PostgreSQLプランナはプランニングの段階で評価結果の true / false が明確な場合、それに応じたプランを生成しているようです。

(4)
=# EXPLAIN SELECT * FROM pg_type WHERE true;
                         QUERY PLAN
------------------------------------------------------------
 Seq Scan on pg_type  (cost=0.00..12.80 rows=380 width=252)

(5)
=# EXPLAIN SELECT * FROM pg_type WHERE 'a' IN ('a', 'b', 'c');
                         QUERY PLAN
------------------------------------------------------------
 Seq Scan on pg_type  (cost=0.00..12.80 rows=380 width=252)
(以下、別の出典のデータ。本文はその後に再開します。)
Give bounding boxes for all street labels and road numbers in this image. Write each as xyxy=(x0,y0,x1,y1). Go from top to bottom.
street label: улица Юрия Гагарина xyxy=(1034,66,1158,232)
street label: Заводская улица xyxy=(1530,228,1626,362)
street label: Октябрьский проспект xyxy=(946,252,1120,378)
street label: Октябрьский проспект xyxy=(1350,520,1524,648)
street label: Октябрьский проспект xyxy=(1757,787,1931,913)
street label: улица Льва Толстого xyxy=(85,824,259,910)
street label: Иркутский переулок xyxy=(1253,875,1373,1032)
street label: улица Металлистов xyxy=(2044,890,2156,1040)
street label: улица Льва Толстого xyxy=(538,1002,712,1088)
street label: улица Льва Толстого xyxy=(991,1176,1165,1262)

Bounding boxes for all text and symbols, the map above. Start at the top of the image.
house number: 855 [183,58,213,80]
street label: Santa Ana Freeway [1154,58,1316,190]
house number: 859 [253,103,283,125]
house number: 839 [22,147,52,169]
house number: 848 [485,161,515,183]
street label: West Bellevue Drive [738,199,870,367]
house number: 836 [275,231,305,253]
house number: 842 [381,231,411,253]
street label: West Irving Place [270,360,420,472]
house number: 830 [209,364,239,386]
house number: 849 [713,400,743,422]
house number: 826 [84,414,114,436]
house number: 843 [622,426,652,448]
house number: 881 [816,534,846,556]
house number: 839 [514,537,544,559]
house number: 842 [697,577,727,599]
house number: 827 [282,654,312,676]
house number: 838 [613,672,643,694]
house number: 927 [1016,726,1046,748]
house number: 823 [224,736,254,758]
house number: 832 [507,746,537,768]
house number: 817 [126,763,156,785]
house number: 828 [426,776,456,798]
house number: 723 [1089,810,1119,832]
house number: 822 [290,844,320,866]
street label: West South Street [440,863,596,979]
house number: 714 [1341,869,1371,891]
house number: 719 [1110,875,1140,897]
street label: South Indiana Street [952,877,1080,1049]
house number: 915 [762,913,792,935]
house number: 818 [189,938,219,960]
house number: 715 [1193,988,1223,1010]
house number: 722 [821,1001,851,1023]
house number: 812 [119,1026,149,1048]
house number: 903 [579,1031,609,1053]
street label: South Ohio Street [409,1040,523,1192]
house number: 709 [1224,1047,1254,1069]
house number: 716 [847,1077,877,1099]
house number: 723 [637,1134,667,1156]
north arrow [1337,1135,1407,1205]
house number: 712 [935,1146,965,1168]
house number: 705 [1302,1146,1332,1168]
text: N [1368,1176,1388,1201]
(4)のようにWHERE句が true であることが明確な場合、One-Time Filter が出力されません。これは(5)のようにプランニングの段階で評価可能な場合も含まれています。

(6)
=# EXPLAIN SELECT * FROM pg_type WHERE false;
                 QUERY PLAN
--------------------------------------------
 Result  (cost=0.00..0.00 rows=0 width=235)
   One-Time Filter: false

(7)
=# EXPLAIN SELECT * FROM pg_type WHERE 'd' IN ('a', 'b', 'c');
                 QUERY PLAN
--------------------------------------------
 Result  (cost=0.00..0.00 rows=0 width=235)
   One-Time Filter: false

(6)のようにWHERE句が false であることが明確な場合、One-Time Filter は出力されますが、スキャン（例：Seq Scan）は出力されません。プランニングの段階で評価可能な(7)でも同様です。

(8)
=# EXPLAIN SELECT * FROM pg_type WHERE CURRENT_DATE = '2018-12-01'::date;
                            QUERY PLAN
------------------------------------------------------------------
 Result  (cost=0.01..12.80 rows=380 width=252)
   One-Time Filter: (CURRENT_DATE = '2018-12-01'::date)
   ->  Seq Scan on pg_type  (cost=0.01..12.80 rows=380 width=252)

(8)の場合はプランニングの段階でWHERE句を評価できないため、そのまま One-Time Filter に出力されています。実行する際に One-Time Filter を評価し、条件を満たさなければ下位ノードの Seq Scan は実行されません。

(9)
=# EXPLAIN SELECT * FROM pg_type WHERE typtype = 'b' AND EXISTS (SELECT 1 WHERE 1+1=3);
                            QUERY PLAN
------------------------------------------------------------------
 Result  (cost=0.01..13.76 rows=142 width=252)
   One-Time Filter: $0
   InitPlan 1 (returns $0)
     ->  Result  (cost=0.00..0.01 rows=1 width=0)
           One-Time Filter: false
   ->  Seq Scan on pg_type  (cost=0.01..13.76 rows=142 width=252)
         Filter: (typtype = 'b'::"char")

(9)の場合、WHERE句が false となることは明白ですが、プランニングの段階ではそこまで評価せず、そのままプランに出力されています。

EXISTS句が "One-Time Filter: $0" として出力されています。これは EXISTS句内のクエリがその他のクエリの結果に依存しておらず、単独で実行可能かつ1回限りの評価でよいためと思われます。

EXISTS句内の "SELECT 1 WHERE 1+1=3" は "InitPlan 1 (returns $0)" として出力されています。このSELECT結果が $0 に代入され、"One-Time Filter: $0" で評価されます。

このケースで Seq Scan は実行されません。

参考資料

PostgreSQL プラン・ツリーの概要
Resultノードの説明の中で One-Time Filter について少し触れられています。